NOTE: The below story is about my uncle.
Domingo De Jesus Taveras has always loved to read and learn. As a young boy in Licey al Medio, a small pueblo in the Santiago province of the Dominican Republic, Taveras wasn’t exposed to libraries. There weren’t any in his town.
“The books I did read were borrowed or from school — school textbooks,” the 57-year-old recalled.
Taveras was 7 years old when he began school.
“The basics — the colors and small things that you learn in the first years of life, I learned at 7,” he said. “It’s ridiculous… now, times have changed in the Dominican Republic. There are schools for children a year old and up.”

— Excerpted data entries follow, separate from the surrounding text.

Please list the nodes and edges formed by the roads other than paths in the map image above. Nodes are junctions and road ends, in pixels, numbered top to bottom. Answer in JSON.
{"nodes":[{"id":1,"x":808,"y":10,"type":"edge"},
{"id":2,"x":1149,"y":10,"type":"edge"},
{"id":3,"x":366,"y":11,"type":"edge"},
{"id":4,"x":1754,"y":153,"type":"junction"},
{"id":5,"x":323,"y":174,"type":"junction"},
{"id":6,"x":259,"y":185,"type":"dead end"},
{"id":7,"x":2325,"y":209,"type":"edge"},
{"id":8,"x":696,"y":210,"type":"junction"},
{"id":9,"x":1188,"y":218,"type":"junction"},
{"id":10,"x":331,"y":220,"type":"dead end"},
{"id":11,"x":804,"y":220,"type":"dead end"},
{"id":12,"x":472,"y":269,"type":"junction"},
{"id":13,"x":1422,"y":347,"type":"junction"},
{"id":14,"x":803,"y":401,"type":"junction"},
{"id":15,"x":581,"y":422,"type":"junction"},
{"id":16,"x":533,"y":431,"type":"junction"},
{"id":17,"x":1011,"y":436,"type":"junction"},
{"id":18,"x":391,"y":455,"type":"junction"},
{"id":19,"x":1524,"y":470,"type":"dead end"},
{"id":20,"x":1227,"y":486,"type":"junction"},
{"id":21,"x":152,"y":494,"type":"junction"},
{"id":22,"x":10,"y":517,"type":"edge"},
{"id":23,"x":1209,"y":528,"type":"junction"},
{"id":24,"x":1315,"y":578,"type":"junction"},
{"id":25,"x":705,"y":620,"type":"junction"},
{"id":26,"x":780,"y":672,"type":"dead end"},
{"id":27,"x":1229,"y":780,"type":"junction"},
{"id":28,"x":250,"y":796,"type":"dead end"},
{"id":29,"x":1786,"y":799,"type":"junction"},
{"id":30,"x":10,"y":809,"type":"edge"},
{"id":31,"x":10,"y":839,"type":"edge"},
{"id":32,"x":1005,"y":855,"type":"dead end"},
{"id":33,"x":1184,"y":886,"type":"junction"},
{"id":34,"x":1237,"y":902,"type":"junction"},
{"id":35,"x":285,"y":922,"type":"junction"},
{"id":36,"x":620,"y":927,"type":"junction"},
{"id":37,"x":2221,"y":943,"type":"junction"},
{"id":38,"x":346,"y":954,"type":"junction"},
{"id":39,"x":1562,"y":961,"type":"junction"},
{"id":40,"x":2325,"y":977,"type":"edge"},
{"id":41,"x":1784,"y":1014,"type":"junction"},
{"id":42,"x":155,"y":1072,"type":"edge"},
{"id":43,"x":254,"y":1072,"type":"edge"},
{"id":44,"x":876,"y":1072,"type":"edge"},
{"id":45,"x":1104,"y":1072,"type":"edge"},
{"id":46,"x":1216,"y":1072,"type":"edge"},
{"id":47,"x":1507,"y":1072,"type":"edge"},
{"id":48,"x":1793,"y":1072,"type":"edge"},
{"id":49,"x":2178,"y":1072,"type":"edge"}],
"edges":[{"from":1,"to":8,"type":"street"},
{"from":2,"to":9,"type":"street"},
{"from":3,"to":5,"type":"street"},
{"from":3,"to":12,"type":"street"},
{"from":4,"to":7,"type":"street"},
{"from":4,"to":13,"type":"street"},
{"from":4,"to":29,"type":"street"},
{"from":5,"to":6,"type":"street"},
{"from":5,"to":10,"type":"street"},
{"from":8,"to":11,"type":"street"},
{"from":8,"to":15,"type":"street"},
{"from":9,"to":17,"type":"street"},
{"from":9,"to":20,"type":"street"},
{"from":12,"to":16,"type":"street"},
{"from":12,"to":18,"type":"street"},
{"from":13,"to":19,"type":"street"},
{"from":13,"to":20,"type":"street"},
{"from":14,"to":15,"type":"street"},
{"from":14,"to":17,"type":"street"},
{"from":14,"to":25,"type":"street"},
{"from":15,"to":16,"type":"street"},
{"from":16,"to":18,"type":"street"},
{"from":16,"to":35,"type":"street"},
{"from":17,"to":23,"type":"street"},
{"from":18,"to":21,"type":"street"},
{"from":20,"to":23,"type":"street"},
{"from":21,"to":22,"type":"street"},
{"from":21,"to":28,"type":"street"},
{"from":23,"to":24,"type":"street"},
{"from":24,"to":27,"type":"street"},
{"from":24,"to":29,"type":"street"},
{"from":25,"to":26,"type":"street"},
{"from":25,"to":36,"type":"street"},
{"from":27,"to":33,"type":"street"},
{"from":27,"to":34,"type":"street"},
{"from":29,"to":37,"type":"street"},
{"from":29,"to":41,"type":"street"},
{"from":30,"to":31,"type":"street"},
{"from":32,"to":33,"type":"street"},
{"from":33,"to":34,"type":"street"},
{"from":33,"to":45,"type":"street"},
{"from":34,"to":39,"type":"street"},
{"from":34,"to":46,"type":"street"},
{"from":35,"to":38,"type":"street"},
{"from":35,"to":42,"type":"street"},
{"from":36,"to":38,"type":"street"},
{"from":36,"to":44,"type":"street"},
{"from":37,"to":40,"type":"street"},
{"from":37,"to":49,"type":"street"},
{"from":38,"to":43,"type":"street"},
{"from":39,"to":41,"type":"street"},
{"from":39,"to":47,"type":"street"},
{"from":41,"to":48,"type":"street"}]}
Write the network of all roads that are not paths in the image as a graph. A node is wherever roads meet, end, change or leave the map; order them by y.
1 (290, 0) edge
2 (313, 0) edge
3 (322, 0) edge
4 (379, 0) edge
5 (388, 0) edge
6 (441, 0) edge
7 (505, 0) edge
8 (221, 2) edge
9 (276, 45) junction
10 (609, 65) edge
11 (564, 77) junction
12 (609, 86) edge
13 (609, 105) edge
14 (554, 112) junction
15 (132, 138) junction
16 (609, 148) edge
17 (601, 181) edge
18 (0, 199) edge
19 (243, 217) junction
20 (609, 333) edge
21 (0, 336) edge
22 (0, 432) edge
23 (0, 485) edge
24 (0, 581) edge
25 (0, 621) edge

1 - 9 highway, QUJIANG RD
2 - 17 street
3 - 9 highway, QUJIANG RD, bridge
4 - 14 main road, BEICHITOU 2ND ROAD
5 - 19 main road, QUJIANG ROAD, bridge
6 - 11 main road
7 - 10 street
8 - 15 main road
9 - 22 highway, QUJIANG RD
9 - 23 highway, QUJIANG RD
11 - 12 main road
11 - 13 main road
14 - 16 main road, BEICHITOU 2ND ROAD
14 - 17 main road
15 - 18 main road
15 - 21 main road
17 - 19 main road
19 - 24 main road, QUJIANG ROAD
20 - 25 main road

Taveras said he loved school because he was able to engage with other students. In the beginning, he said teachers were an inspiration. He added he never dreamed of becoming a teacher, but he would have liked it.
“Never in my country had there been this incentive, this importance… that going to school and learning was needed,” he said.
According to Taveras, his parents didn’t stress education. If you were poor, he said, your parents didn’t push you in that direction. Perhaps it was because of the high costs, he said, or parents wanted to have their kids wait for the system, which dictated children begin school at 7.
Instead, Taveras remembered toiling in his father’s finca — his land. He helped grow plantains, yuca, and more.
(LISTEN: Taveras speaks in Spanish about why he loved school in the below audio clip)
“For my parents, education wasn’t important. Papa would say that, at seventh grade, one was sufficiently educated to leave school,” he said. “Nave, my mother, was the one who worried a bit more. I’m the product of an illiterate person — my father didn’t know how to read or write.”
When letters arrived at the house, Taveras would read them to his father.
Years later when he came to the United States, Taveras enrolled in Eugenio María de Hostos Community College, located in the Bronx, New York. He commuted from Brooklyn and would later graduate with a Bachelor’s Degree in Liberal Arts from Brooklyn College.
Taveras reads a lot now. He enjoys books on Dominican history and the legal sciences.
“If given the opportunity, I would like to return to school and study that,” he said.
(LISTEN: Taveras shares his definition of bilingualism in the below audio clip)
At Orlando Latin Market, where Taveras works, he said he’s helped many Cubans who have recently arrived to the U.S. He’s helped them with legal paperwork and passport applications. Taveras has also helped some obtain medical benefits.
Asked how it makes him feel to help others in this way, Taveras smiled.
“Very good. I’m pleased. A lot of people ask me why I don’t charge,” he said, “but the greatest satisfaction is helping the next person and not charge for it.”